Both convective as well as radiative heat transfer occur between the spindle system and the ambient air. This type of heat transfer wherein radiation and convection occur simultaneously is called compound heat transfer. Because this situation is complicated and the radiative heat transfer plays a minor role in heat dissipation, the radiation is directly translated into heat convection in this study. When the initial temperature of the ambient air is 20 °C, the surface heat-transfer coefficient of the shaft and the ambient air can be calculated by the Nusselt equation, which is expressed as
$$\frac{hx}{\lambda } = 0.332\left( {\frac{{u_{\infty } x}}{\nu }} \right)^{{\frac{1}{2}}} \left( {\frac{\nu }{\alpha }} \right)^{{\frac{1}{3}}} ,$$
(30)
$$h = 0.332\frac{\lambda }{x}\left( {\frac{{u_{\infty } x}}{\nu }} \right)^{{\frac{1}{2}}} \left( {\frac{\nu }{\alpha }} \right)^{{\frac{1}{3}}} = 0.332\frac{\lambda }{x}Rex^{{\frac{1}{2}}} Pr^{{\frac{1}{3}}} ,$$
(31)
where $$u_{\infty }$$ the velocity of the fluid, $$\lambda$$ the thermal conductivity of the fluid, $$\alpha$$ the thermal diffusivity, $$\nu$$ the kinematic viscosity, Re the Reynolds number, Pr the Prandtl number, and $$x$$ the equivalent diameter.
A part of the heat generated by the high-speed rotation of the rotor is transferred to the stator through the air gap; part of it is directly transferred to the shaft and bearings; part of it is transferred to the ambient air through the end.
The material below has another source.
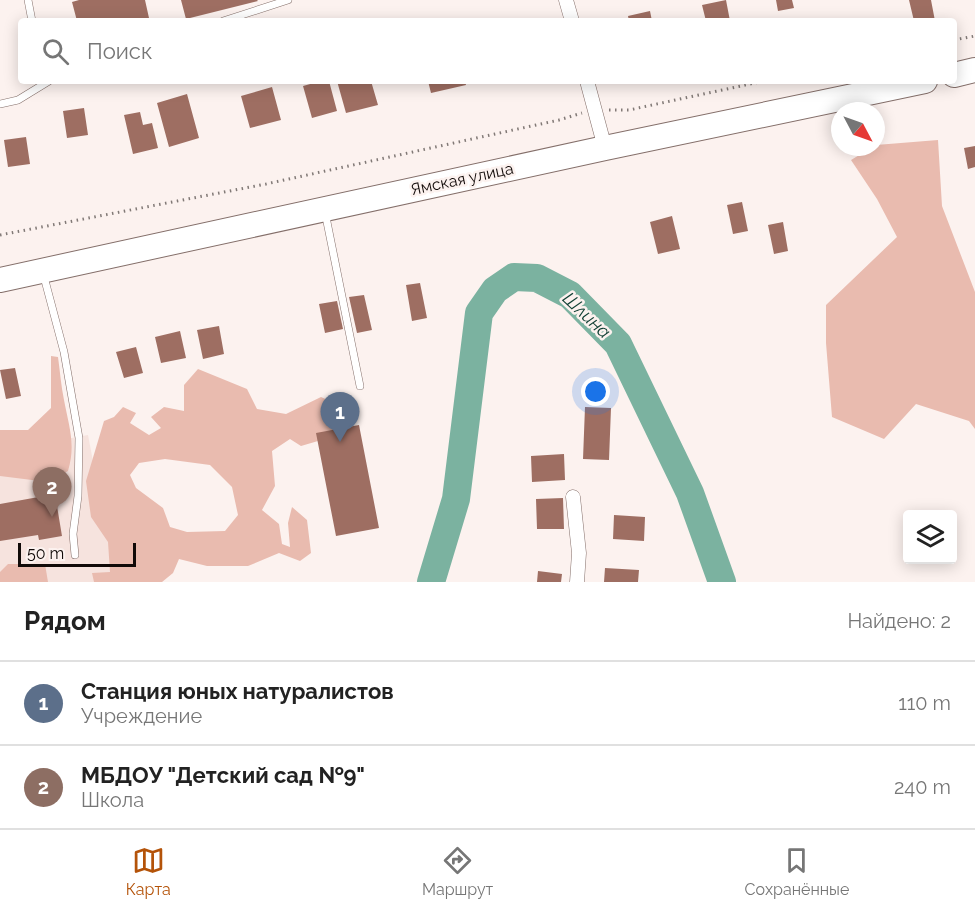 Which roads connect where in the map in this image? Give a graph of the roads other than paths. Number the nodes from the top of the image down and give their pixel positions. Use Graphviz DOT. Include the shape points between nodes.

The heat transfer coefficient of convection heat transfer between the rotor end and the ambient air can be calculated by Eq. ( 32). Furthermore, Fig.  10 is the variation curve that changes with the speed.
$$h_{\text{r}} = 28\left( {1 + \sqrt {0.45\frac{{{\uppi }nd}}{60}} } \right).$$
(32)
For the flow problem of the oil–water heat exchange cooling system of the stator, the flow of the coolant in the cooling tank is limited by the internal surface [ 28]. First, the concept of mean temperature $$t_{\text{m}}$$ should be introduced for calculating such a heat transfer coefficient
$$t_{\text{m}} = \frac{{\int_{{{\text{A}}_{\text{c}} }}^{{}} {\rho uc_{\text{p}} t{\text{d}}A_{\text{c}} } }}{{\dot{m}c_{\text{p}} }} = \frac{2}{{u_{\text{m}} r_{\text{o}}^{2} }}\int_{0}^{{r_{\text{o}} }} {utr{\text{d}}r} ,$$
(33)
where A c is the cross-sectional area of the coolant tank, $$\rho$$ density, $$c_{\text{p}}$$ heat capacity at constant pressure, and u the mass average fluid velocity. Then, Newton’s law of cooling can be expressed as
$$q = h\left( {t_{\text{s}} - t_{\text{m}} } \right).$$
(34)
An energy balance is applied to determine the variation of the mean temperature $$t_{\text{m}}$$ with the position along the tube and the relation between the total convection heat transfer q conv and the difference in the temperatures at the tube inlet and outlet. The fluid flows at a constant flow rate $$\dot{m}$$, and convection heat transfer occurs at the inner surface. According to the first law of thermodynamics, the energy balance is as follows
$$q_{\text{conv}} = \dot{m}c_{\text{p}} \left( {t_{\text{m,o}} - t_{\text{m,i}} } \right),$$
(35)
where i and o are the indices of the inlet and outlet, respectively. For the differential control volume of Fig.  11,
$$\frac{{{\text{d}}t_{\text{m}} }}{{{\text{d}}x}} = \frac{{q_{\text{s}}^{\prime\prime} P}}{{\dot{m}c_{\text{p}} }} = \frac{P}{{\dot{m}c_{\text{p}} }}h\left( {t_{\text{s}} - t_{\text{m}} } \right).$$
(36)
By defining $$\Delta t = t_{\text{s}} - t_{\text{m}}$$, Eq. ( 36) may be expressed as
$$\frac{{{\text{d}}t_{\text{m}} }}{{{\text{d}}x}} = - \frac{{{\text{d}}\Delta t}}{{{\text{d}}x}} = \frac{P}{{\dot{m}c_{\text{p}} }}h\Delta t,$$
(37)
where P is the surface perimeter. Separating the variables and integrating from the tube inlet to the outlet,
$$\frac{{\Delta t_{\text{o}} }}{{\Delta t_{\text{i}} }} = \frac{{t_{\text{s}} - t_{\text{m,o}} }}{{t_{\text{s}} - t_{\text{m,i}} }} = \exp \left( { - \frac{PL}{{\dot{m}c_{\text{p}} }}\bar{h}} \right),\quad t_{\text{s}} = {\text{constant,}}$$
(38)
where $$\bar{h}$$ is the average convection heat transfer coefficient and L is the characteristic length. Eq. ( 35) can be expressed as the following form
$$q_{\text{conv}} = \dot{m}c_{\text{p}} \left( {\left( {t_{\text{s}} - t_{\text{m,i}} } \right) - \left( {t_{\text{s}} - t_{\text{m,o}} } \right)} \right) = \dot{m}c_{\text{p}} \left( {\Delta t_{\text{i}} - \Delta t_{\text{o}} } \right).$$
(39)
The rate equation can be obtained as follows by combining Eqs. ( 38) and ( 39)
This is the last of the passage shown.